## Dataset records
───

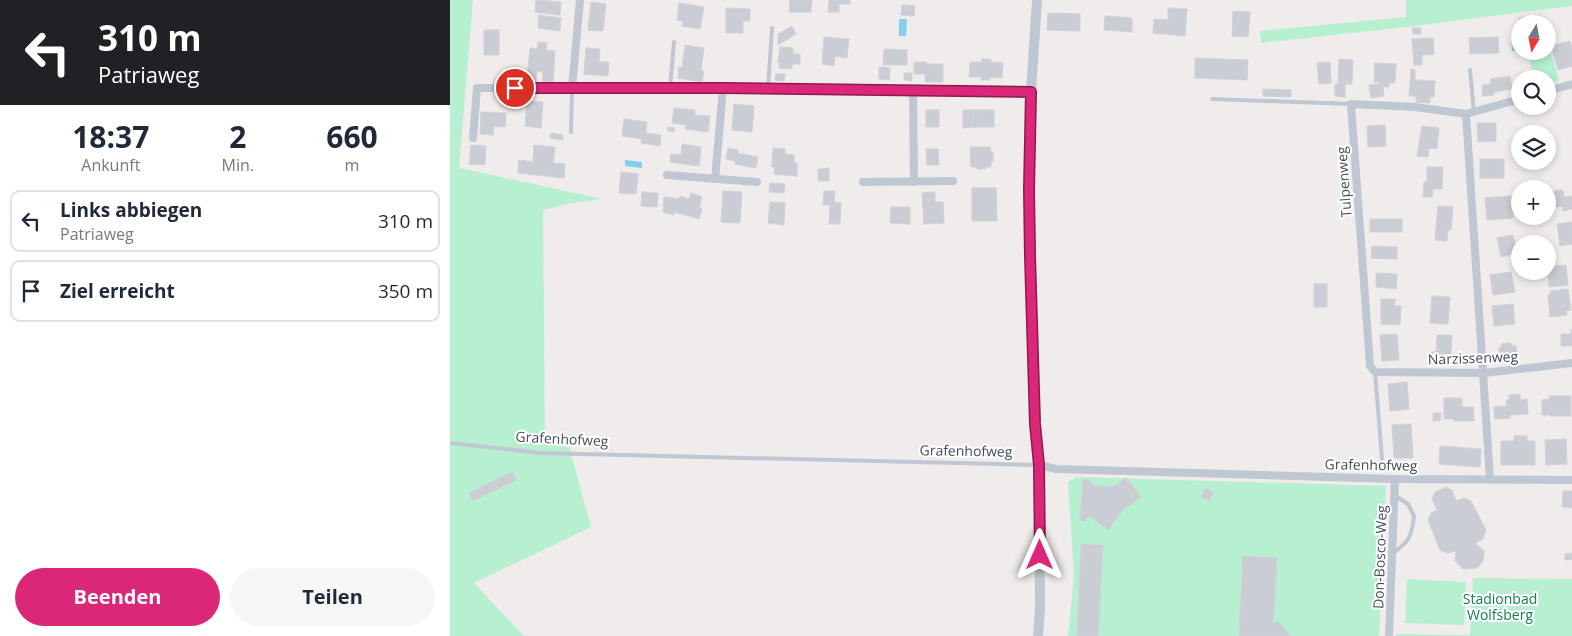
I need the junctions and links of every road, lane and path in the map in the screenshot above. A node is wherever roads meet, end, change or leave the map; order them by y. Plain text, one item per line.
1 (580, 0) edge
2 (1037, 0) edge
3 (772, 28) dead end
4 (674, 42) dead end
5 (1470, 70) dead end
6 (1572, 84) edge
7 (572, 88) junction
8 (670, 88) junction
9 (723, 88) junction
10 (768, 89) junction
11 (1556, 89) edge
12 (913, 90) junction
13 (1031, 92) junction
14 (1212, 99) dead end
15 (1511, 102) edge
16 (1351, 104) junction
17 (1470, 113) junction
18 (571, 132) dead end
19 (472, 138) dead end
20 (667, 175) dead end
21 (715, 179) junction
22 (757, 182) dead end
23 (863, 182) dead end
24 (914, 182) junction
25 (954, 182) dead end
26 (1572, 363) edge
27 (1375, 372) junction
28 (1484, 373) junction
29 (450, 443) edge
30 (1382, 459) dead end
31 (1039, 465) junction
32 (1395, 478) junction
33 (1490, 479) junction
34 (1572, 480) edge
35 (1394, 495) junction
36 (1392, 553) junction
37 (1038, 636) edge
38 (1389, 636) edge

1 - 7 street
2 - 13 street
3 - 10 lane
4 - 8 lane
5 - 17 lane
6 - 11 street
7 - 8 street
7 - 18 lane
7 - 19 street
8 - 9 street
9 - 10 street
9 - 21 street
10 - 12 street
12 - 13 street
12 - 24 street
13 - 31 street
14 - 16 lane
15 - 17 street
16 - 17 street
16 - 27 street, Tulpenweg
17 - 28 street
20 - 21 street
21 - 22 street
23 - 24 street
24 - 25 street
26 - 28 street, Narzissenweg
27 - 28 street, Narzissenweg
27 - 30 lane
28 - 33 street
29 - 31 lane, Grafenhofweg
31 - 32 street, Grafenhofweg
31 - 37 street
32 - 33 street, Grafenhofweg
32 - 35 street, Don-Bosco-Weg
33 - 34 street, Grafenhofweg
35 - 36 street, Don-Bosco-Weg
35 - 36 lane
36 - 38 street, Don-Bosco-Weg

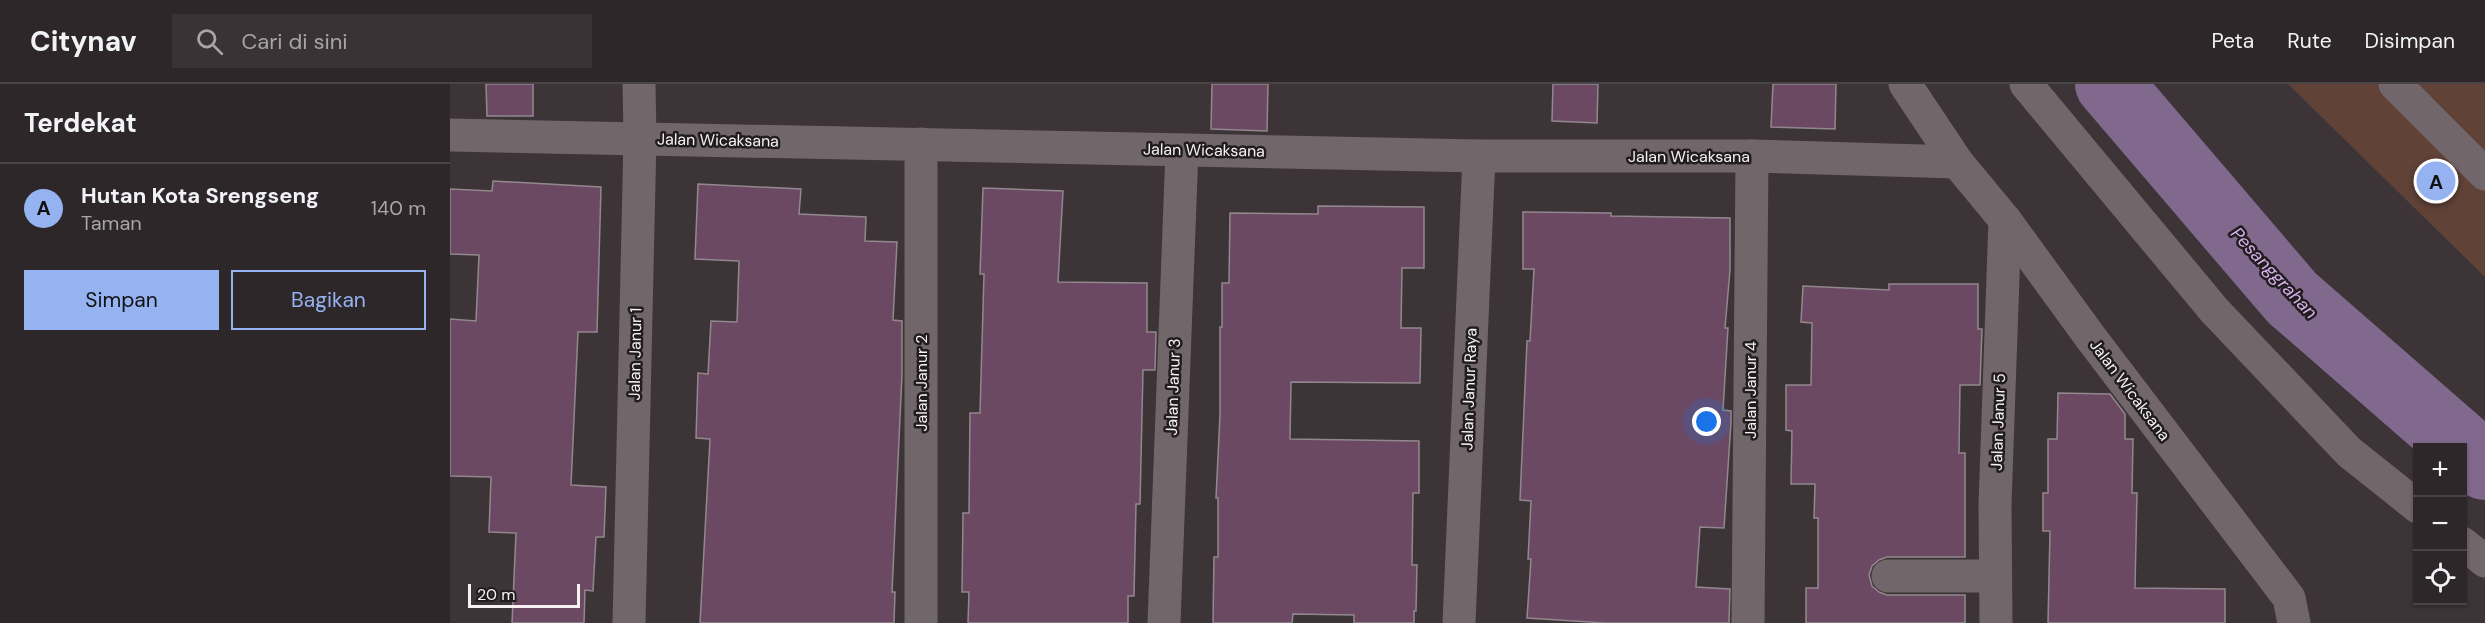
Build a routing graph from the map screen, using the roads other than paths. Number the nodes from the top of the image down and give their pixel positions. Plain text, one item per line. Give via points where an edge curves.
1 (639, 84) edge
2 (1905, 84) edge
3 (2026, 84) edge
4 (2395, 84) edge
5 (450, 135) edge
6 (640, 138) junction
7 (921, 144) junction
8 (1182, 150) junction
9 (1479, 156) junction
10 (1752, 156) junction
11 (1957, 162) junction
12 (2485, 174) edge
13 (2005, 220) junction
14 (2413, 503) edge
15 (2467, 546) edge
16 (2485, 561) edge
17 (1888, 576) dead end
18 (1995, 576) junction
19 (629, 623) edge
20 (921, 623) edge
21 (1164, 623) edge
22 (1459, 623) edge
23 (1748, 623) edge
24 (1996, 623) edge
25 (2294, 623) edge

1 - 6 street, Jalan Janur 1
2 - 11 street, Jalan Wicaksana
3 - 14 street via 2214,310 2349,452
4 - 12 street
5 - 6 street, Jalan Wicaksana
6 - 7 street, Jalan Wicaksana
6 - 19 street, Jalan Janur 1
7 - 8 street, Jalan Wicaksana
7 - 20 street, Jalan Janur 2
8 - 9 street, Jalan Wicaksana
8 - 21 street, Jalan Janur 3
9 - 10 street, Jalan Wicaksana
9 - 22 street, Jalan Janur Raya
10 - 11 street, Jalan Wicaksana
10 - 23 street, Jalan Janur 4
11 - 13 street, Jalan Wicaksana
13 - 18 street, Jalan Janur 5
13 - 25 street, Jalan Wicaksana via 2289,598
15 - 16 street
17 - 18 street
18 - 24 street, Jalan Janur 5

───

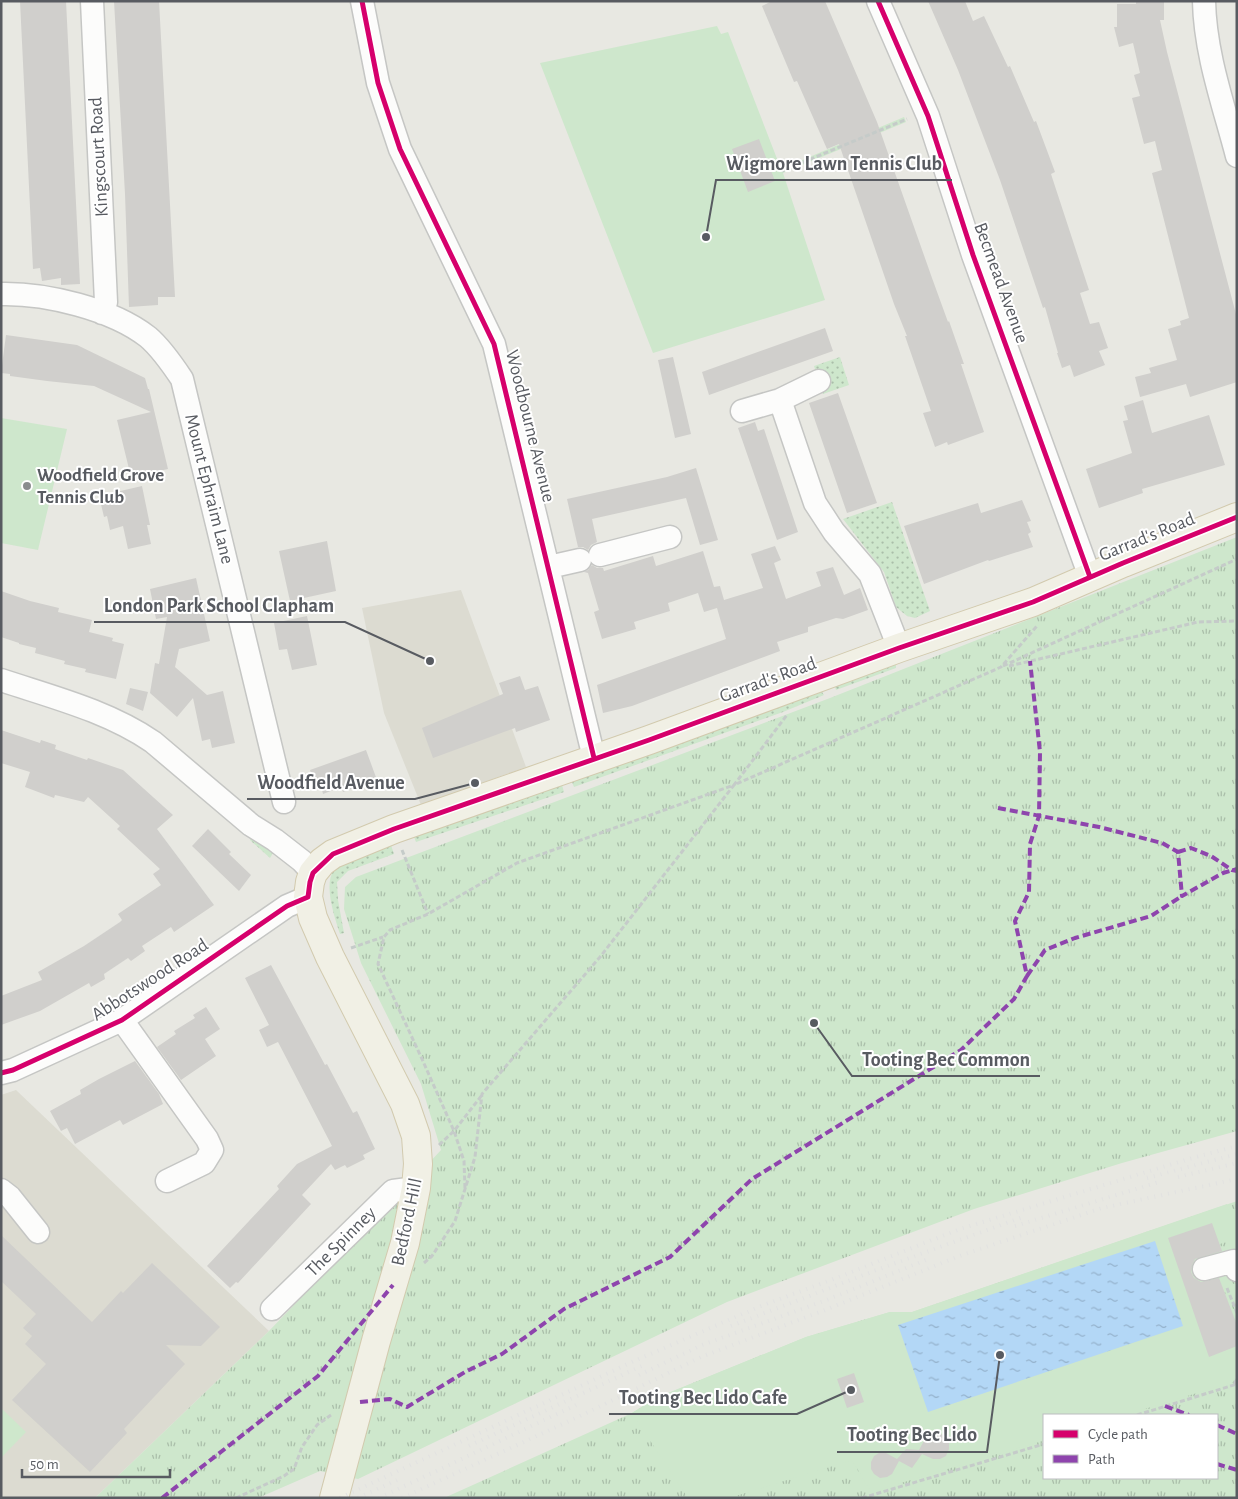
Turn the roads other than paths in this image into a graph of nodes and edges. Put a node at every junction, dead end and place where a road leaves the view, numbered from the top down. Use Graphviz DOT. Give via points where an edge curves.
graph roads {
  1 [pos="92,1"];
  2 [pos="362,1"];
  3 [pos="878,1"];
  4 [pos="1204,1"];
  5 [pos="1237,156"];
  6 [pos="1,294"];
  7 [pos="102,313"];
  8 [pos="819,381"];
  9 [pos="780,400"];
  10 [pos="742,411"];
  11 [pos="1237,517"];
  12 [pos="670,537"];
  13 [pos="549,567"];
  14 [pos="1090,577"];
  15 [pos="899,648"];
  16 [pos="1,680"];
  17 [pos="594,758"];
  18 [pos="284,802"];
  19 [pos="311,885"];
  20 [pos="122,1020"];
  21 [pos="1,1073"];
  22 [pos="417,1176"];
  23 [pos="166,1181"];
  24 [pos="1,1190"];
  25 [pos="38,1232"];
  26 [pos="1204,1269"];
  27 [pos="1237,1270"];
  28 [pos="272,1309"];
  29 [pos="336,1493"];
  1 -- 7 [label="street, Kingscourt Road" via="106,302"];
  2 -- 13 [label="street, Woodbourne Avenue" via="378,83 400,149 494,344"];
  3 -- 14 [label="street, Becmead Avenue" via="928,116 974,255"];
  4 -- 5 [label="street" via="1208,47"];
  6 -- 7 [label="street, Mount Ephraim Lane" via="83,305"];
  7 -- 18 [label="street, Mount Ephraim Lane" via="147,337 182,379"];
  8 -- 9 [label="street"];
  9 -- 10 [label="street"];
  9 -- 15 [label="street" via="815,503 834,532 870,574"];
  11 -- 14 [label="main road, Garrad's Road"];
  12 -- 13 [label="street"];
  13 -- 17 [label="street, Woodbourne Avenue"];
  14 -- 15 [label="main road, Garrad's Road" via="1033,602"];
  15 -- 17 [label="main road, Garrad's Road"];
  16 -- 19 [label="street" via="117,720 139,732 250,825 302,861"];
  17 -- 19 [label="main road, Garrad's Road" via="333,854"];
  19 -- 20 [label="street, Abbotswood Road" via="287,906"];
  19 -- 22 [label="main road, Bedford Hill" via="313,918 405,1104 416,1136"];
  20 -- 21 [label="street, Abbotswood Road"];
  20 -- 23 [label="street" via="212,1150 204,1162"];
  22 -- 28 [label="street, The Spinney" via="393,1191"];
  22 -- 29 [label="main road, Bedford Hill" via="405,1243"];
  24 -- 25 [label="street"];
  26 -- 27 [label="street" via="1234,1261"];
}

───

## Task directions
Reproduce every line from the preceding data in which the word "Narzissenweg" can be found.

## Response to this exercise
26 - 28 street, Narzissenweg
27 - 28 street, Narzissenweg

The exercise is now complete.